Themes that must be tackled in the move towards a self-improving FE system: Collectivism

Self-Improving System Project
Self-Improving System Project

In this series of 10 short blogs – which will issue in rapid succession – I will consider in turn the top themes that have emerged from 50 interviews with teachers, leaders, policy-makers, academics and others from across and beyond the English FE system. Each blog will end with a question which I hope will generate debate on LinkedIn, where the blogs are signposted.

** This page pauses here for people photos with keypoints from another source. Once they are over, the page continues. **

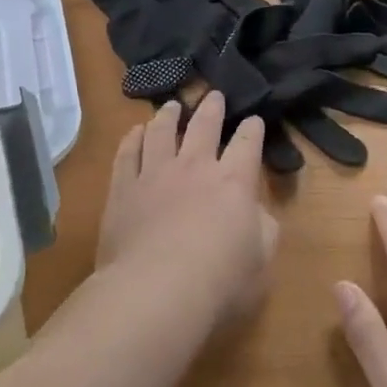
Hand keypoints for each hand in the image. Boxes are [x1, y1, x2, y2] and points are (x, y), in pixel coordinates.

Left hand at [98, 91, 279, 328]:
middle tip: (214, 94)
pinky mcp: (123, 189)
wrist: (155, 291)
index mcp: (234, 181)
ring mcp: (155, 174)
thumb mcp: (262, 261)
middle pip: (204, 125)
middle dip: (212, 108)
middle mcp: (195, 167)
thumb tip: (257, 213)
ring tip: (172, 105)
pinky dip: (133, 138)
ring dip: (169, 115)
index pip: (247, 143)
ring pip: (162, 131)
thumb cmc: (220, 282)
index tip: (254, 120)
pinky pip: (127, 153)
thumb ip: (264, 230)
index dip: (253, 129)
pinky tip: (135, 131)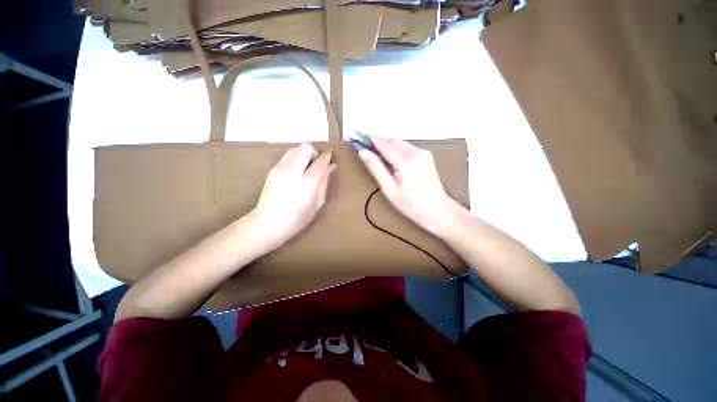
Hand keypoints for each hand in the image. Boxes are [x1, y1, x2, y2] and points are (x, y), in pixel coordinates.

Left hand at [251, 143, 335, 248]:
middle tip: (317, 165)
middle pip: (306, 148)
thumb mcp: (317, 204)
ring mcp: (280, 168)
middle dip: (315, 153)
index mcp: (307, 183)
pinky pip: (287, 156)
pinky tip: (296, 172)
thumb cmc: (297, 219)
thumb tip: (331, 166)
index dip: (327, 156)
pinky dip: (295, 158)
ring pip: (295, 149)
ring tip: (306, 168)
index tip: (330, 155)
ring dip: (304, 154)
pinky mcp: (272, 169)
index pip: (320, 162)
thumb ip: (325, 183)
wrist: (267, 223)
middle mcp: (293, 171)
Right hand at [359, 137, 459, 235]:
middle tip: (368, 156)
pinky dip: (397, 152)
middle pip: (392, 141)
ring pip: (400, 143)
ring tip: (381, 163)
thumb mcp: (389, 188)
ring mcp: (423, 152)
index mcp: (406, 160)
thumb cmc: (410, 204)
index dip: (369, 140)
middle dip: (379, 145)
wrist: (437, 211)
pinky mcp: (426, 156)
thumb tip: (362, 152)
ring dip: (388, 148)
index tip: (357, 139)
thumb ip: (375, 168)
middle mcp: (416, 151)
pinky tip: (395, 165)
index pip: (383, 143)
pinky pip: (407, 148)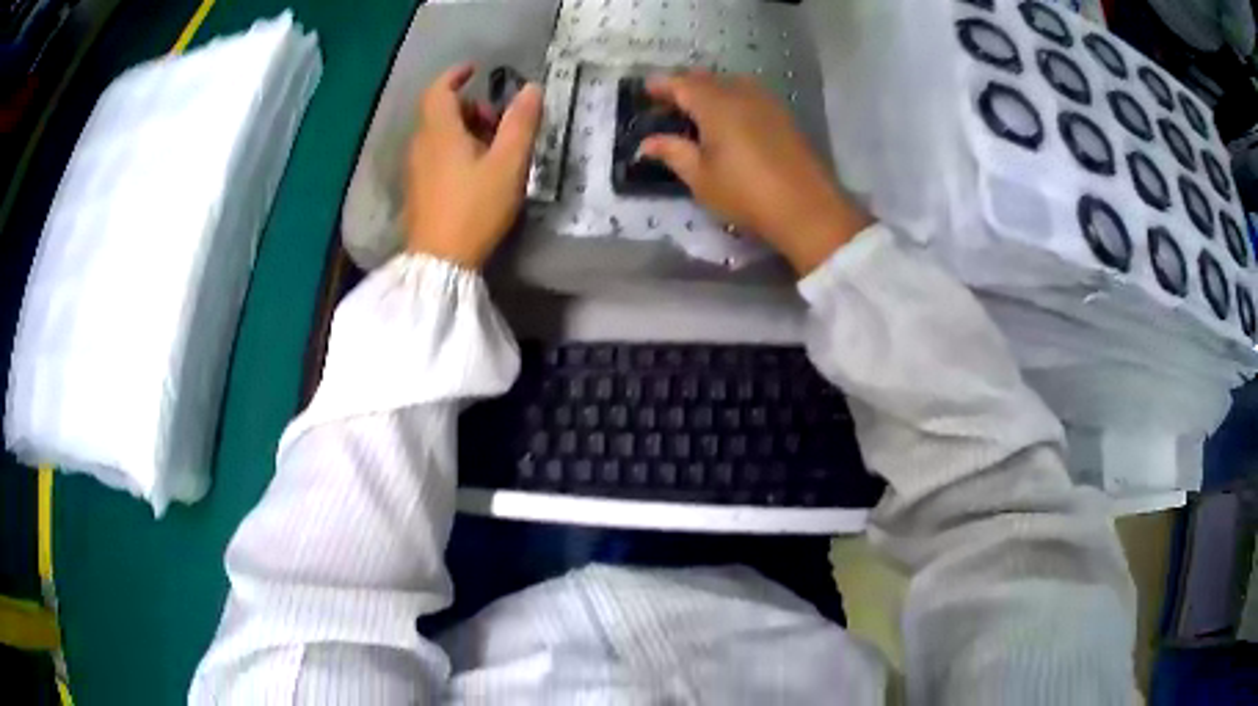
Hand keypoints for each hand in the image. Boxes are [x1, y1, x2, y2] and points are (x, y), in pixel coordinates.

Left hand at [404, 64, 542, 268]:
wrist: (440, 262)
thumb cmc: (475, 209)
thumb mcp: (508, 164)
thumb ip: (521, 124)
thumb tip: (530, 89)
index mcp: (439, 132)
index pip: (439, 90)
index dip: (455, 75)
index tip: (475, 70)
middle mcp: (421, 145)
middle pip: (441, 111)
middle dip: (470, 106)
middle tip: (499, 122)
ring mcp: (416, 169)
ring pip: (438, 134)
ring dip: (464, 129)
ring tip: (494, 149)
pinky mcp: (418, 190)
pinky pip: (435, 155)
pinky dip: (455, 149)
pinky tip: (476, 171)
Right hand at [640, 71, 871, 274]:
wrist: (807, 208)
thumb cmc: (746, 193)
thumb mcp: (701, 177)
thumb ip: (673, 153)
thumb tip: (647, 143)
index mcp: (715, 104)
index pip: (681, 84)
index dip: (661, 85)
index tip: (645, 91)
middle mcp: (741, 93)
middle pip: (707, 78)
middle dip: (684, 85)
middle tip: (668, 101)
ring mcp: (766, 102)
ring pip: (730, 82)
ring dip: (710, 89)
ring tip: (697, 108)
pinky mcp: (783, 115)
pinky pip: (749, 93)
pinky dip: (732, 97)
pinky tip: (729, 117)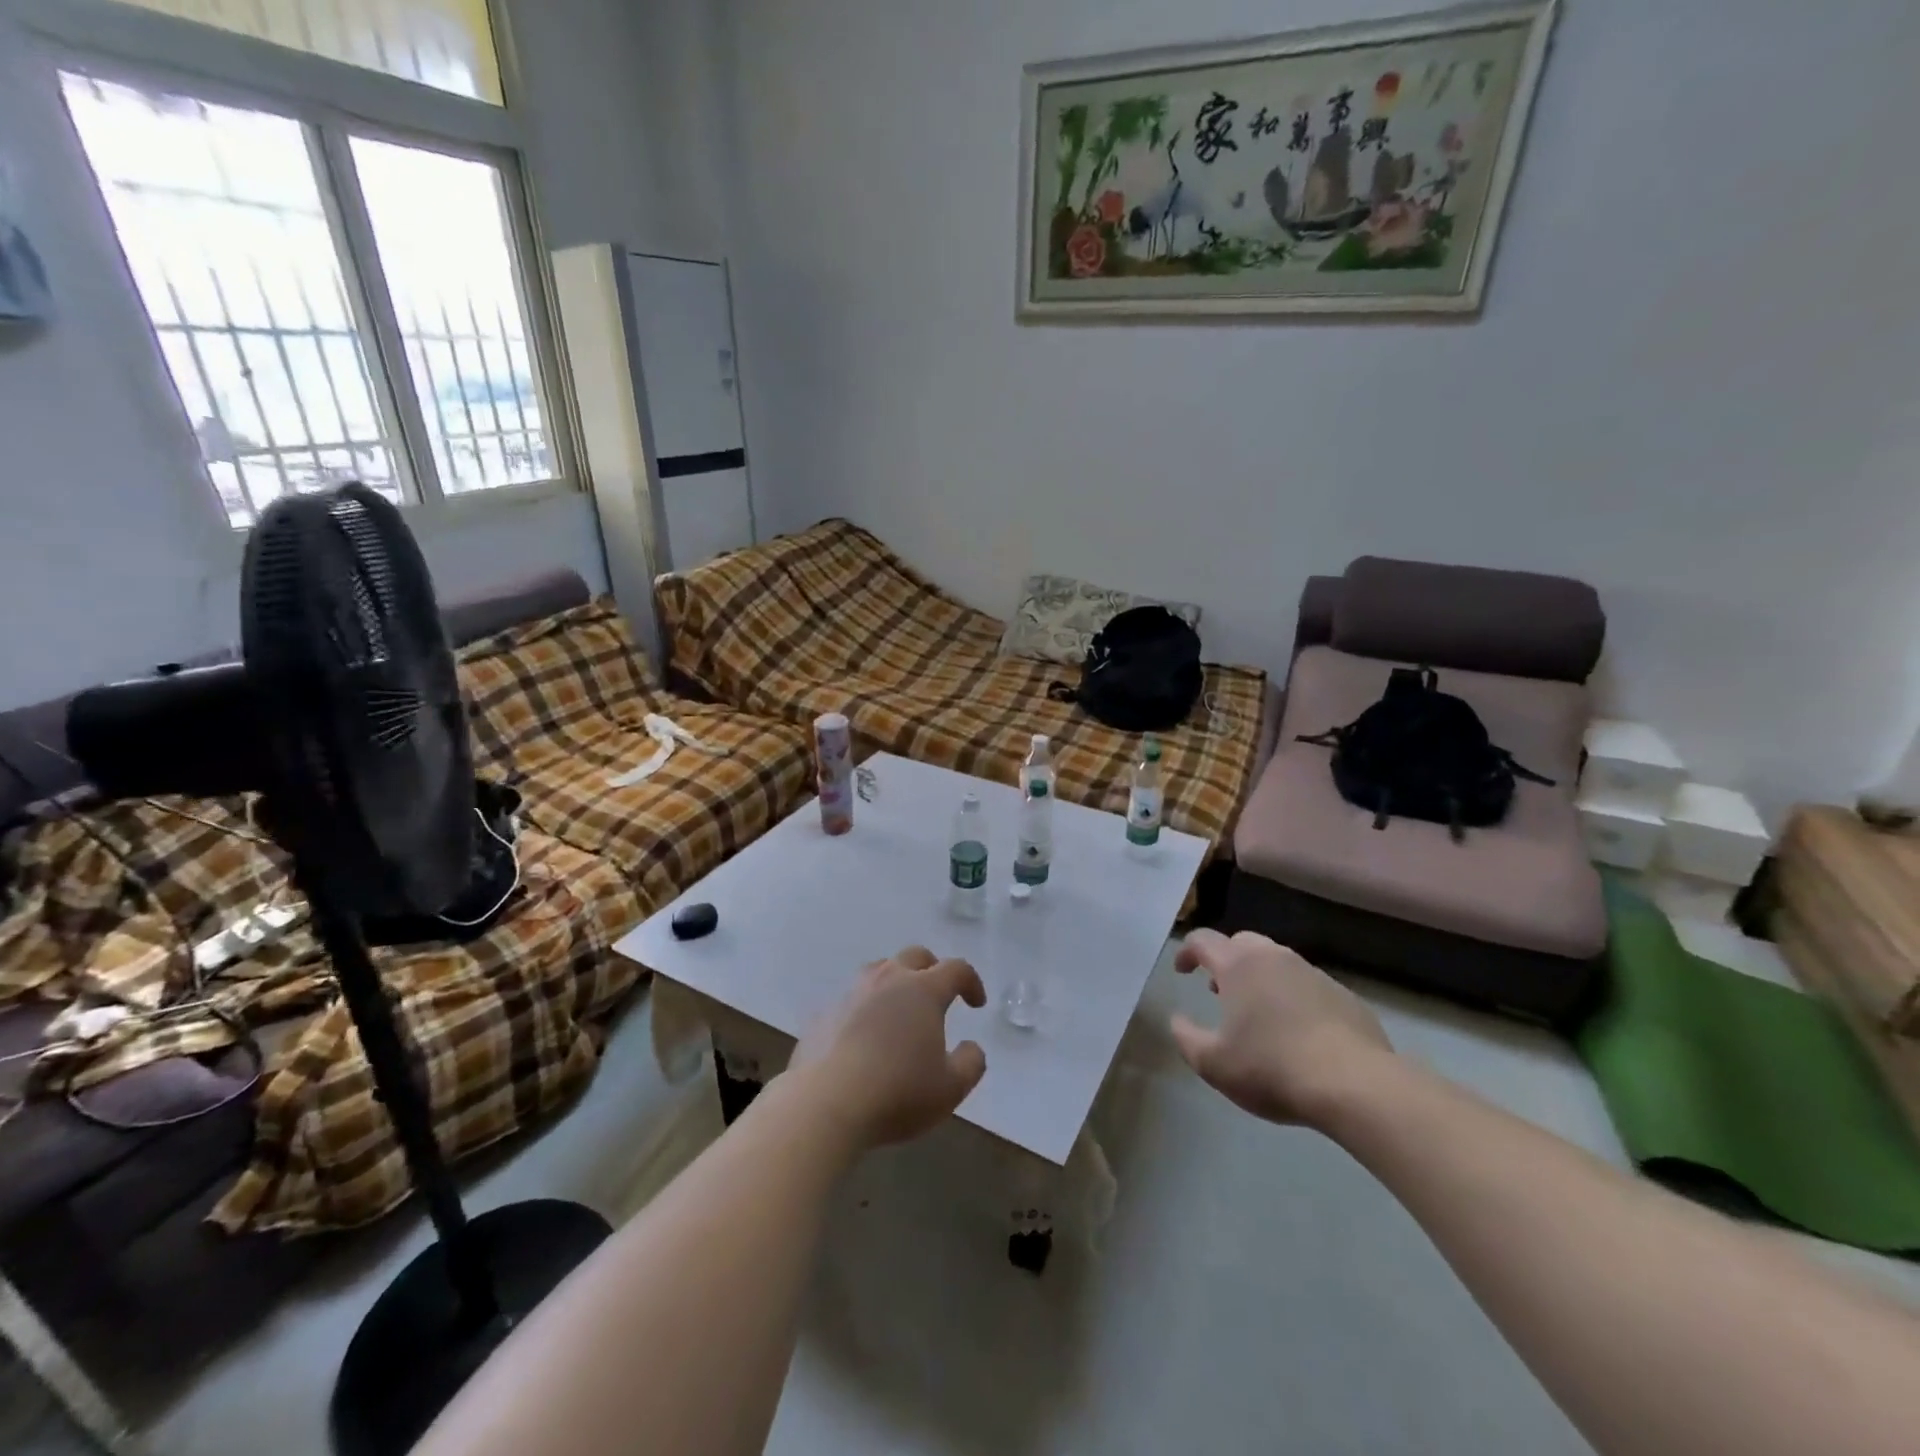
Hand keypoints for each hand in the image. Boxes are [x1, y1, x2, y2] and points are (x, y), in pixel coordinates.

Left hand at [790, 946, 987, 1149]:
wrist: (825, 1104)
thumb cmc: (897, 1092)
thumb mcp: (951, 1088)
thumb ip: (970, 1063)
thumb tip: (971, 1047)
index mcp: (923, 990)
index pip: (956, 969)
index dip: (971, 982)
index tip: (977, 1003)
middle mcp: (887, 979)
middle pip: (915, 956)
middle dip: (932, 969)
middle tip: (938, 995)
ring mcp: (851, 992)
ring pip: (879, 971)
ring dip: (896, 983)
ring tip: (900, 1012)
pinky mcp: (824, 1013)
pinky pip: (851, 1000)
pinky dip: (865, 1009)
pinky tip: (864, 1037)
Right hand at [1170, 929, 1394, 1129]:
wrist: (1355, 1085)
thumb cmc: (1272, 1068)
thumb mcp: (1213, 1064)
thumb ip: (1186, 1038)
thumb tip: (1178, 1020)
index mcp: (1238, 966)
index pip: (1203, 941)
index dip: (1187, 952)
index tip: (1182, 972)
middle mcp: (1275, 958)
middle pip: (1242, 943)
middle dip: (1225, 960)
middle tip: (1219, 990)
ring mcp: (1314, 974)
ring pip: (1278, 962)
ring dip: (1261, 977)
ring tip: (1258, 1012)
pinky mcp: (1344, 996)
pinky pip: (1308, 986)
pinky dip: (1294, 997)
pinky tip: (1298, 1031)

The core question considered has been “what might be the features of a self-improving FE system?” Interviewees have also considered the key features of the FE system as it stands, and what is holding it back from being self-improving.


Many of my interviewees felt that a defining characteristic of a self-improving system would be that it adopted collective solutions to collective problems. The most commonly mentioned such problem was staff recruitment, which is either a problem or a crisis depending on where you sit in the system.

Several colleagues noted that we only seem to have one solution to the recruitment crisis, and that is to poach other people’s staff. Obviously this just shuffles the problem around, and in some ways makes it worse as it also creates unplanned churn.

The yearning for collectivism seemed to interact with the desire for higher levels of mutual trust in the system, and also a general dissatisfaction with the degree of competition that the system creates, at least in some parts of the country.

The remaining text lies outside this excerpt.